Every line in the records below with the string "lane" is to be copied out.
--- Raw data ---
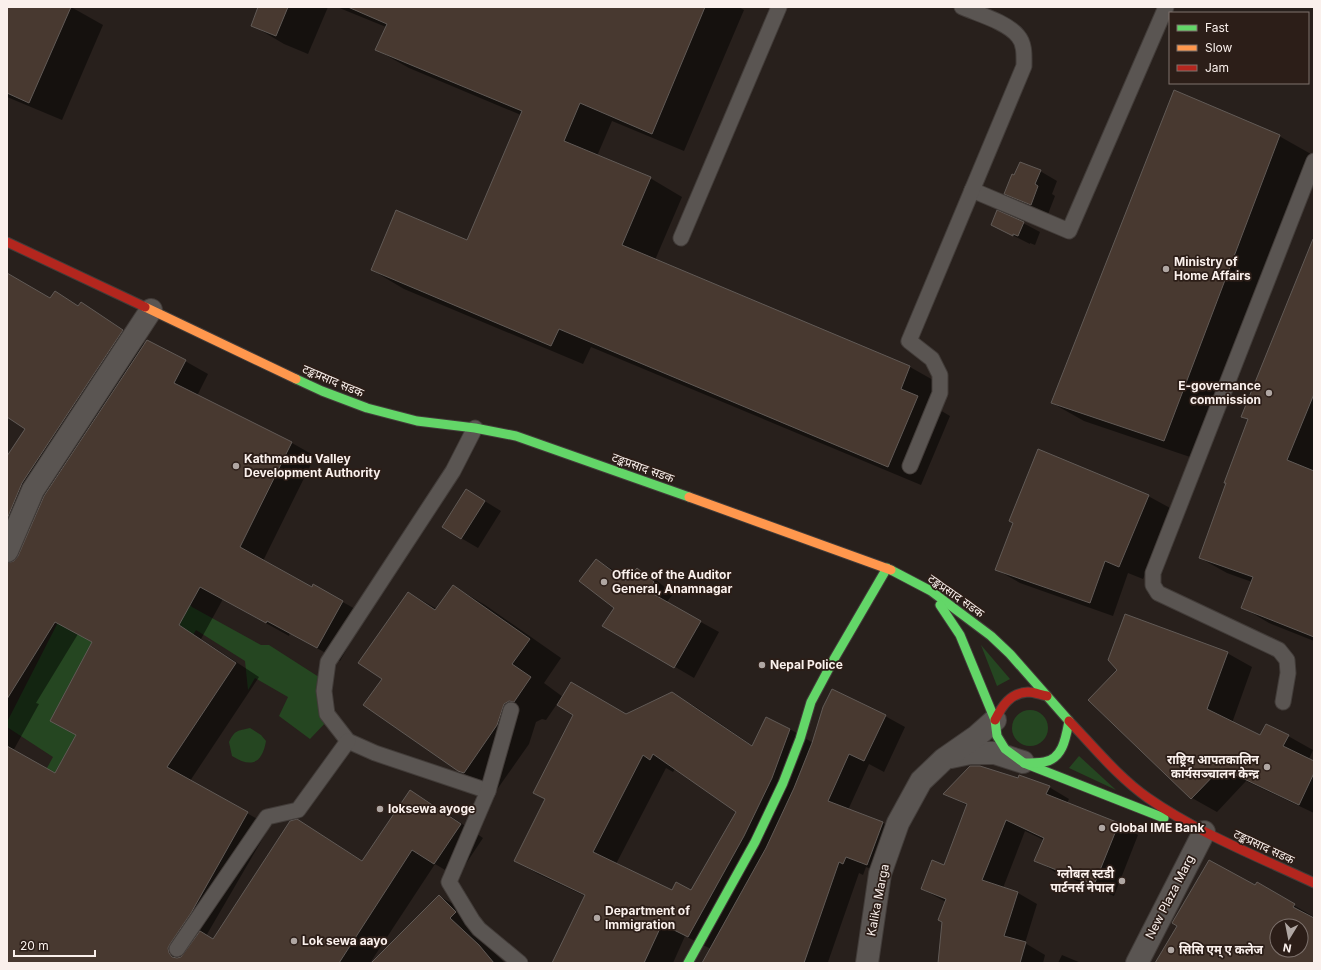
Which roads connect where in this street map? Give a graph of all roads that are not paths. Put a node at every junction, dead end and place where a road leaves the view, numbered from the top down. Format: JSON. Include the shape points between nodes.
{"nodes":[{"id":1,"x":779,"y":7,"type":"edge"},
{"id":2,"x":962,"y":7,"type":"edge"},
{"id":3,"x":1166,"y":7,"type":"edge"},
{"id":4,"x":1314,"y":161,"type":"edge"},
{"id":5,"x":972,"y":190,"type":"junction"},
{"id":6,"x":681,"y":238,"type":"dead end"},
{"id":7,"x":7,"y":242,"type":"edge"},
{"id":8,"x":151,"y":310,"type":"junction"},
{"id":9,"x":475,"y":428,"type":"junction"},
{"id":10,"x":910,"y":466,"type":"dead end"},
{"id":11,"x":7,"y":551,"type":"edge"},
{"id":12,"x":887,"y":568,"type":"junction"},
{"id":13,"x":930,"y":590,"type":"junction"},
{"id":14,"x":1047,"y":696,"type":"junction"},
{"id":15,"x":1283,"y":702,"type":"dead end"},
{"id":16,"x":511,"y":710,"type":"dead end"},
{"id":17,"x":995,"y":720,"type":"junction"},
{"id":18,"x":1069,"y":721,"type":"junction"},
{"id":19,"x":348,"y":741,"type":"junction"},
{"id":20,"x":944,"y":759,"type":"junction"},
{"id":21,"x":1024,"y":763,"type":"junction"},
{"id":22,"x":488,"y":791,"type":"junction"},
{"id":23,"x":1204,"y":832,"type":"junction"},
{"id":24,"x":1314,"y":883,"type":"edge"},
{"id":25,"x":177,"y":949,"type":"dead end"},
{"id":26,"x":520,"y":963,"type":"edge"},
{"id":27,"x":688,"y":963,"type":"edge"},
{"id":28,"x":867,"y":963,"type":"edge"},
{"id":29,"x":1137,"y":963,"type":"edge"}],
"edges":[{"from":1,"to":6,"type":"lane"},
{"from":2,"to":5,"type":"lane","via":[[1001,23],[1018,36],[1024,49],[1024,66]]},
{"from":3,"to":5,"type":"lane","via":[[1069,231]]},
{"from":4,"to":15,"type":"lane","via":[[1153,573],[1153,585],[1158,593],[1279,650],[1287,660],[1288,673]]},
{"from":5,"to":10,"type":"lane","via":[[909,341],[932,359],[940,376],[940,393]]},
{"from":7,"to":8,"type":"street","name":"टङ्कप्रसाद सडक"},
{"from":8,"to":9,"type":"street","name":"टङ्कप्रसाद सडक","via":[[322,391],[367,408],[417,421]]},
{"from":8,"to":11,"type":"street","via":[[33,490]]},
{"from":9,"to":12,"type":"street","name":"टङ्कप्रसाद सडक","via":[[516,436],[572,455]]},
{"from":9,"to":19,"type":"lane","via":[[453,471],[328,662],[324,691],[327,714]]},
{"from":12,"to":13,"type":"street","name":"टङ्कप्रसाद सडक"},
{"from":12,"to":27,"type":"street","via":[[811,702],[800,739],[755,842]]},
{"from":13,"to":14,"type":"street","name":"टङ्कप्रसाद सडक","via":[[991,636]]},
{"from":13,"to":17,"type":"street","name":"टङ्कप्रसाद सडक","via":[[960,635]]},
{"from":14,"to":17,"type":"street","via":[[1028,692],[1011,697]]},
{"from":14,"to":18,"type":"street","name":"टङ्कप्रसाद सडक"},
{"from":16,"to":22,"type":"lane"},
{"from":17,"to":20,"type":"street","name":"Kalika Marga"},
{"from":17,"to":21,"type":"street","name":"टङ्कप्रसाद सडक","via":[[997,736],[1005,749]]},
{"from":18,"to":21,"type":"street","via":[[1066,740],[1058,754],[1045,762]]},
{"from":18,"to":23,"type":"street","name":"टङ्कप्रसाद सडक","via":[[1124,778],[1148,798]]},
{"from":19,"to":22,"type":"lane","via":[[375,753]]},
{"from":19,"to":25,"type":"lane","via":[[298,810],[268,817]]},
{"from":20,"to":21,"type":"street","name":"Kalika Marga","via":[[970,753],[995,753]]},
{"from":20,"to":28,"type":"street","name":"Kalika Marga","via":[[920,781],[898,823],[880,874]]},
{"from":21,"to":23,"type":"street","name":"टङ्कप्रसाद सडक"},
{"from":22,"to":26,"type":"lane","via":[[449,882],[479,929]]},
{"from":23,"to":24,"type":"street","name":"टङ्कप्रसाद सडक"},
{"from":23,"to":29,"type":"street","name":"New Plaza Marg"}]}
---
## Task response
"edges":[{"from":1,"to":6,"type":"lane"},
{"from":2,"to":5,"type":"lane","via":[[1001,23],[1018,36],[1024,49],[1024,66]]},
{"from":3,"to":5,"type":"lane","via":[[1069,231]]},
{"from":4,"to":15,"type":"lane","via":[[1153,573],[1153,585],[1158,593],[1279,650],[1287,660],[1288,673]]},
{"from":5,"to":10,"type":"lane","via":[[909,341],[932,359],[940,376],[940,393]]},
{"from":9,"to":19,"type":"lane","via":[[453,471],[328,662],[324,691],[327,714]]},
{"from":16,"to":22,"type":"lane"},
{"from":19,"to":22,"type":"lane","via":[[375,753]]},
{"from":19,"to":25,"type":"lane","via":[[298,810],[268,817]]},
{"from":22,"to":26,"type":"lane","via":[[449,882],[479,929]]},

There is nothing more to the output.